Acting first sergeant for the Hillclimbers, Sgt. 1st Class Steven Wyllie, wants to make sure all his Soldiers get a chance to experience every aspect of the mission.

"From the mechanics who work at night when the birds land -- to make sure they can fly the next day -- to the commo [communications] specialists who work all day at base camp, everyone plays a vital role here," he said. "I think people will get worn out if they stay at Quasim and don't get a chance to see the human side of the mission here."

After being "on the ground" in Pakistan, one Soldier’s words mirrored exactly what life was like for the pilots and crewmembers of the who were delivering relief supplies to victims of Pakistan's deadly Oct. 8 earthquake.

“Everything that you do over there, you're either saving someone's life, feeding children or making someone warm; that's the mindset you have to have," said the Combined Joint Task Force 76, Task Force Griffin, Command Sgt.

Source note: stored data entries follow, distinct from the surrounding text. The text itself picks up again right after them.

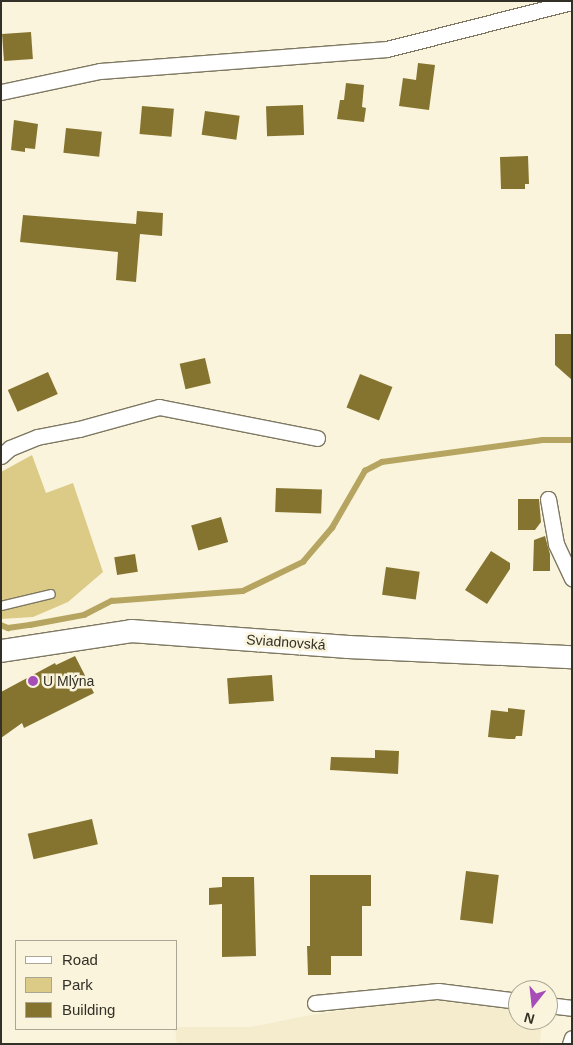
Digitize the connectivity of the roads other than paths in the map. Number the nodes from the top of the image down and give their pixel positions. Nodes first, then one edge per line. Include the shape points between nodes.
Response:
1 (572, 2) edge
2 (1, 92) edge
3 (317, 438) dead end
4 (1, 456) edge
5 (548, 499) dead end
6 (572, 579) edge
7 (51, 594) dead end
8 (1, 606) edge
9 (2, 650) edge
10 (572, 657) edge
11 (508, 1000) edge
12 (315, 1003) dead end
13 (558, 1006) edge
14 (572, 1008) edge
15 (572, 1038) edge
16 (570, 1044) edge

1 - 2 street via 387,49 100,71
3 - 4 street via 159,407 36,437 10,448
5 - 6 street via 556,544
7 - 8 lane
9 - 10 street, Sviadnovská via 131,631
11 - 12 street via 438,991
13 - 14 street
15 - 16 street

Maj. Hector Marin as he spoke to a group of Soldiers from Hawaii, Kansas and Texas while they were staging in Bagram, Afghanistan.

5 tons of relief in 10 minutes

The 60-person team of Hillclimbers has become a part of the larger Task Force Quake, which is comprised of Soldiers from U.S. Army units in Hawaii, Kansas and Texas. Joining them are European Chinook counterparts from the British Army and the Royal Air Force hailing from Great Britain.

An amazing flurry of organized chaos takes place when the Hillclimbers come into view at each landing zone. For the most part, the American helicopters, which are marked by an American flag on either side, only land where there are Pakistani military soldiers already on the ground.

The "Pak Mil," as they are affectionately called by U.S. Soldiers, is playing a huge role in maintaining civil crowd control, so that approaching relief helicopters are not mobbed. As the crews and Pak Mil unload more than 10,000 pounds of relief supplies in less than 10 minutes, crowds of locals slowly emerge to watch with engrossed eyes. Tents, rice, sugar, blankets, and sometimes even baby food are unloaded.

One Pakistani man gave excited praise through his broken English for his family’s rescue by the Hillclimbers.

"Thank you, thank you, America, yes, thank you," he said as he shook hands with American Soldiers.

(Editor’s note: Spc. Mary Simms serves with 25th ID & USARHAW PAO.)